■ What you will do:
Each entry needs to appear again, retyped exactly as it is below.

Records for processing Start Marker

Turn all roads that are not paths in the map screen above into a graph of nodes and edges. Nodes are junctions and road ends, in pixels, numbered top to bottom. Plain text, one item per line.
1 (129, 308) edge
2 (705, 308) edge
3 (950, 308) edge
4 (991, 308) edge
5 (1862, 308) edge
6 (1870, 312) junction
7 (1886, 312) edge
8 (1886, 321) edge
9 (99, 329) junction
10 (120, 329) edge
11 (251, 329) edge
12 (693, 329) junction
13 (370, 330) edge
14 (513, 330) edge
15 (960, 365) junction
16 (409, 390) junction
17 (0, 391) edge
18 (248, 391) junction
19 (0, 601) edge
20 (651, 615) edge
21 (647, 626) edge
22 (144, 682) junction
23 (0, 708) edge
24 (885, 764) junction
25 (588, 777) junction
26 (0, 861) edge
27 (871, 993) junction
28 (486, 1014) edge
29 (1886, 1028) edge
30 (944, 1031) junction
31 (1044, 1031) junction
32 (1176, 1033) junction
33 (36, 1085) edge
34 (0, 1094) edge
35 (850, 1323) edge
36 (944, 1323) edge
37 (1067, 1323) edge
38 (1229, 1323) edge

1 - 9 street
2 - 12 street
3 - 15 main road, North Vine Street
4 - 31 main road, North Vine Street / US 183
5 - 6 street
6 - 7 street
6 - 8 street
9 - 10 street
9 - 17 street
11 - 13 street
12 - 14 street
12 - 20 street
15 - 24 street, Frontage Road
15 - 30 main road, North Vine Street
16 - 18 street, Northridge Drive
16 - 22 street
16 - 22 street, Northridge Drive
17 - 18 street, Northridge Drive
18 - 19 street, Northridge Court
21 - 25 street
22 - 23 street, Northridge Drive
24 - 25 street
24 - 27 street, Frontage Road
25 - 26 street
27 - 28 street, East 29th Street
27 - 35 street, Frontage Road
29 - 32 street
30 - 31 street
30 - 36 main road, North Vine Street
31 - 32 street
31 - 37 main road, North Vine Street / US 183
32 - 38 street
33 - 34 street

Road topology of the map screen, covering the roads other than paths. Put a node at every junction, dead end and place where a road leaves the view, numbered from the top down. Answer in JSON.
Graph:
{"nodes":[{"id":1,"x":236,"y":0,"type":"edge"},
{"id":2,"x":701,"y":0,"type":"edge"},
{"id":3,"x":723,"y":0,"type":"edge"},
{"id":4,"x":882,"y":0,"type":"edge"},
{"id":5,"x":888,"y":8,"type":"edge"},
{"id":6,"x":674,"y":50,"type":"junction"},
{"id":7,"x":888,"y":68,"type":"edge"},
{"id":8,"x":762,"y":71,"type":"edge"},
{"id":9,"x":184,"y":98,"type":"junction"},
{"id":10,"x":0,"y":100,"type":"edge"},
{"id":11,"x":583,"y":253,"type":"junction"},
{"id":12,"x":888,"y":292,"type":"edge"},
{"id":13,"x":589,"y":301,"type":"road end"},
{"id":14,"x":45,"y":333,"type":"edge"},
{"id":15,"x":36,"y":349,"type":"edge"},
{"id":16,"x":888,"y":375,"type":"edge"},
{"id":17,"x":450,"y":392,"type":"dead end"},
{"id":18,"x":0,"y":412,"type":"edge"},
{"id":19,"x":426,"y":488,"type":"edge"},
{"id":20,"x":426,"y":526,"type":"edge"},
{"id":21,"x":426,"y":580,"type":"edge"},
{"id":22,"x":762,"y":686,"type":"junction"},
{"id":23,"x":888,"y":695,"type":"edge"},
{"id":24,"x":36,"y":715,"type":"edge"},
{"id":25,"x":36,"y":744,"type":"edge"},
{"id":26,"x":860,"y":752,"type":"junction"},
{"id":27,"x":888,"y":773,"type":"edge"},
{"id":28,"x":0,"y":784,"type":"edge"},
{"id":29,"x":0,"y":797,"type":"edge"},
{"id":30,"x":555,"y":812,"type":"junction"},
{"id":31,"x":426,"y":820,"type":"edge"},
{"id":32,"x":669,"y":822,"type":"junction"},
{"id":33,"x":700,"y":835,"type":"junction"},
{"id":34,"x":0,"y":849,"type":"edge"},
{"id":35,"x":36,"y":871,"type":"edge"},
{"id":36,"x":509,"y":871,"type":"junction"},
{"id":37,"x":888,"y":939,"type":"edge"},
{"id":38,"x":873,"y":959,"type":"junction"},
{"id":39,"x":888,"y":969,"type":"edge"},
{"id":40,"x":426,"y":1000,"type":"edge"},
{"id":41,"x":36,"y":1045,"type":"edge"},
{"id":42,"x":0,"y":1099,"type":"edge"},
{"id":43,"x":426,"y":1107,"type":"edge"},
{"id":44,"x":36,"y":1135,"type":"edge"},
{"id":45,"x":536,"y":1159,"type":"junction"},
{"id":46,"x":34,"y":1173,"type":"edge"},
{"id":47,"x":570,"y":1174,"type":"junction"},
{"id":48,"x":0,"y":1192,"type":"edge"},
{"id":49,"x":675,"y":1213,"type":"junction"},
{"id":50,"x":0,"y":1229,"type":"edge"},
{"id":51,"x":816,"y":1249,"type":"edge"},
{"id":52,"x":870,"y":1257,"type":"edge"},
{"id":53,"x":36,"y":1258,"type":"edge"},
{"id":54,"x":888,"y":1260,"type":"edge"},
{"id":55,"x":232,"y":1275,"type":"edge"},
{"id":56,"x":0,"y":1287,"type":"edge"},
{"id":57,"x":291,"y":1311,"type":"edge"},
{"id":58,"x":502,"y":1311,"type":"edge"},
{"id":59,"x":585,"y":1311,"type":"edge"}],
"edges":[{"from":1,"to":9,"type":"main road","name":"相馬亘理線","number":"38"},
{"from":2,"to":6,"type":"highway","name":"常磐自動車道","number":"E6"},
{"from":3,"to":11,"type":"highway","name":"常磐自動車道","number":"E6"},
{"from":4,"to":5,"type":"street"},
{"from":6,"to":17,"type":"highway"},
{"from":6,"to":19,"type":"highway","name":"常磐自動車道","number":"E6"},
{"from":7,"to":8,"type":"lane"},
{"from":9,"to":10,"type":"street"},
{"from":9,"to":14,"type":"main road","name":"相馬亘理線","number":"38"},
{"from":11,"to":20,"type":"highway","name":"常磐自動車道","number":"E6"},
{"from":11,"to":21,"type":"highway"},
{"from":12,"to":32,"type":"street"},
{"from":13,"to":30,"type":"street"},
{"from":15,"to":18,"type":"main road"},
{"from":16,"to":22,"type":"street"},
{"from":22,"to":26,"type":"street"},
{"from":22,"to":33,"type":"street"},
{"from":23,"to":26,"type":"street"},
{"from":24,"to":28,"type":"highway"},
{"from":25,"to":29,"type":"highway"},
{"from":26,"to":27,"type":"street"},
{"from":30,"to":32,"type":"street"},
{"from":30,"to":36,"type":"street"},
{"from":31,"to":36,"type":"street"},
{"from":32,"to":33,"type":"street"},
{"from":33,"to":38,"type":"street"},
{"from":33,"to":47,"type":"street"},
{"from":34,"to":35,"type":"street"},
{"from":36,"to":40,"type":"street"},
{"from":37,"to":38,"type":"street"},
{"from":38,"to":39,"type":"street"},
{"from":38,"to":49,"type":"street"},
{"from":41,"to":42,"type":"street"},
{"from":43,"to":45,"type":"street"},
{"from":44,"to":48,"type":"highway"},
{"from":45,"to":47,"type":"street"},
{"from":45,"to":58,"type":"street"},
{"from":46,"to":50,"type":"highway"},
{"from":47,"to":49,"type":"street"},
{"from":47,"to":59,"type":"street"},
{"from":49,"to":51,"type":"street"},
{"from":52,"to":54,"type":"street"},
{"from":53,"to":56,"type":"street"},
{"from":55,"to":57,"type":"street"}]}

Records for processing End Marker

■ Answer for this exercise:
Turn all roads that are not paths in the map screen above into a graph of nodes and edges. Nodes are junctions and road ends, in pixels, numbered top to bottom. Plain text, one item per line.
1 (129, 308) edge
2 (705, 308) edge
3 (950, 308) edge
4 (991, 308) edge
5 (1862, 308) edge
6 (1870, 312) junction
7 (1886, 312) edge
8 (1886, 321) edge
9 (99, 329) junction
10 (120, 329) edge
11 (251, 329) edge
12 (693, 329) junction
13 (370, 330) edge
14 (513, 330) edge
15 (960, 365) junction
16 (409, 390) junction
17 (0, 391) edge
18 (248, 391) junction
19 (0, 601) edge
20 (651, 615) edge
21 (647, 626) edge
22 (144, 682) junction
23 (0, 708) edge
24 (885, 764) junction
25 (588, 777) junction
26 (0, 861) edge
27 (871, 993) junction
28 (486, 1014) edge
29 (1886, 1028) edge
30 (944, 1031) junction
31 (1044, 1031) junction
32 (1176, 1033) junction
33 (36, 1085) edge
34 (0, 1094) edge
35 (850, 1323) edge
36 (944, 1323) edge
37 (1067, 1323) edge
38 (1229, 1323) edge

1 - 9 street
2 - 12 street
3 - 15 main road, North Vine Street
4 - 31 main road, North Vine Street / US 183
5 - 6 street
6 - 7 street
6 - 8 street
9 - 10 street
9 - 17 street
11 - 13 street
12 - 14 street
12 - 20 street
15 - 24 street, Frontage Road
15 - 30 main road, North Vine Street
16 - 18 street, Northridge Drive
16 - 22 street
16 - 22 street, Northridge Drive
17 - 18 street, Northridge Drive
18 - 19 street, Northridge Court
21 - 25 street
22 - 23 street, Northridge Drive
24 - 25 street
24 - 27 street, Frontage Road
25 - 26 street
27 - 28 street, East 29th Street
27 - 35 street, Frontage Road
29 - 32 street
30 - 31 street
30 - 36 main road, North Vine Street
31 - 32 street
31 - 37 main road, North Vine Street / US 183
32 - 38 street
33 - 34 street

Road topology of the map screen, covering the roads other than paths. Put a node at every junction, dead end and place where a road leaves the view, numbered from the top down. Answer in JSON.
Graph:
{"nodes":[{"id":1,"x":236,"y":0,"type":"edge"},
{"id":2,"x":701,"y":0,"type":"edge"},
{"id":3,"x":723,"y":0,"type":"edge"},
{"id":4,"x":882,"y":0,"type":"edge"},
{"id":5,"x":888,"y":8,"type":"edge"},
{"id":6,"x":674,"y":50,"type":"junction"},
{"id":7,"x":888,"y":68,"type":"edge"},
{"id":8,"x":762,"y":71,"type":"edge"},
{"id":9,"x":184,"y":98,"type":"junction"},
{"id":10,"x":0,"y":100,"type":"edge"},
{"id":11,"x":583,"y":253,"type":"junction"},
{"id":12,"x":888,"y":292,"type":"edge"},
{"id":13,"x":589,"y":301,"type":"road end"},
{"id":14,"x":45,"y":333,"type":"edge"},
{"id":15,"x":36,"y":349,"type":"edge"},
{"id":16,"x":888,"y":375,"type":"edge"},
{"id":17,"x":450,"y":392,"type":"dead end"},
{"id":18,"x":0,"y":412,"type":"edge"},
{"id":19,"x":426,"y":488,"type":"edge"},
{"id":20,"x":426,"y":526,"type":"edge"},
{"id":21,"x":426,"y":580,"type":"edge"},
{"id":22,"x":762,"y":686,"type":"junction"},
{"id":23,"x":888,"y":695,"type":"edge"},
{"id":24,"x":36,"y":715,"type":"edge"},
{"id":25,"x":36,"y":744,"type":"edge"},
{"id":26,"x":860,"y":752,"type":"junction"},
{"id":27,"x":888,"y":773,"type":"edge"},
{"id":28,"x":0,"y":784,"type":"edge"},
{"id":29,"x":0,"y":797,"type":"edge"},
{"id":30,"x":555,"y":812,"type":"junction"},
{"id":31,"x":426,"y":820,"type":"edge"},
{"id":32,"x":669,"y":822,"type":"junction"},
{"id":33,"x":700,"y":835,"type":"junction"},
{"id":34,"x":0,"y":849,"type":"edge"},
{"id":35,"x":36,"y":871,"type":"edge"},
{"id":36,"x":509,"y":871,"type":"junction"},
{"id":37,"x":888,"y":939,"type":"edge"},
{"id":38,"x":873,"y":959,"type":"junction"},
{"id":39,"x":888,"y":969,"type":"edge"},
{"id":40,"x":426,"y":1000,"type":"edge"},
{"id":41,"x":36,"y":1045,"type":"edge"},
{"id":42,"x":0,"y":1099,"type":"edge"},
{"id":43,"x":426,"y":1107,"type":"edge"},
{"id":44,"x":36,"y":1135,"type":"edge"},
{"id":45,"x":536,"y":1159,"type":"junction"},
{"id":46,"x":34,"y":1173,"type":"edge"},
{"id":47,"x":570,"y":1174,"type":"junction"},
{"id":48,"x":0,"y":1192,"type":"edge"},
{"id":49,"x":675,"y":1213,"type":"junction"},
{"id":50,"x":0,"y":1229,"type":"edge"},
{"id":51,"x":816,"y":1249,"type":"edge"},
{"id":52,"x":870,"y":1257,"type":"edge"},
{"id":53,"x":36,"y":1258,"type":"edge"},
{"id":54,"x":888,"y":1260,"type":"edge"},
{"id":55,"x":232,"y":1275,"type":"edge"},
{"id":56,"x":0,"y":1287,"type":"edge"},
{"id":57,"x":291,"y":1311,"type":"edge"},
{"id":58,"x":502,"y":1311,"type":"edge"},
{"id":59,"x":585,"y":1311,"type":"edge"}],
"edges":[{"from":1,"to":9,"type":"main road","name":"相馬亘理線","number":"38"},
{"from":2,"to":6,"type":"highway","name":"常磐自動車道","number":"E6"},
{"from":3,"to":11,"type":"highway","name":"常磐自動車道","number":"E6"},
{"from":4,"to":5,"type":"street"},
{"from":6,"to":17,"type":"highway"},
{"from":6,"to":19,"type":"highway","name":"常磐自動車道","number":"E6"},
{"from":7,"to":8,"type":"lane"},
{"from":9,"to":10,"type":"street"},
{"from":9,"to":14,"type":"main road","name":"相馬亘理線","number":"38"},
{"from":11,"to":20,"type":"highway","name":"常磐自動車道","number":"E6"},
{"from":11,"to":21,"type":"highway"},
{"from":12,"to":32,"type":"street"},
{"from":13,"to":30,"type":"street"},
{"from":15,"to":18,"type":"main road"},
{"from":16,"to":22,"type":"street"},
{"from":22,"to":26,"type":"street"},
{"from":22,"to":33,"type":"street"},
{"from":23,"to":26,"type":"street"},
{"from":24,"to":28,"type":"highway"},
{"from":25,"to":29,"type":"highway"},
{"from":26,"to":27,"type":"street"},
{"from":30,"to":32,"type":"street"},
{"from":30,"to":36,"type":"street"},
{"from":31,"to":36,"type":"street"},
{"from":32,"to":33,"type":"street"},
{"from":33,"to":38,"type":"street"},
{"from":33,"to":47,"type":"street"},
{"from":34,"to":35,"type":"street"},
{"from":36,"to":40,"type":"street"},
{"from":37,"to":38,"type":"street"},
{"from":38,"to":39,"type":"street"},
{"from":38,"to":49,"type":"street"},
{"from":41,"to":42,"type":"street"},
{"from":43,"to":45,"type":"street"},
{"from":44,"to":48,"type":"highway"},
{"from":45,"to":47,"type":"street"},
{"from":45,"to":58,"type":"street"},
{"from":46,"to":50,"type":"highway"},
{"from":47,"to":49,"type":"street"},
{"from":47,"to":59,"type":"street"},
{"from":49,"to":51,"type":"street"},
{"from":52,"to":54,"type":"street"},
{"from":53,"to":56,"type":"street"},
{"from":55,"to":57,"type":"street"}]}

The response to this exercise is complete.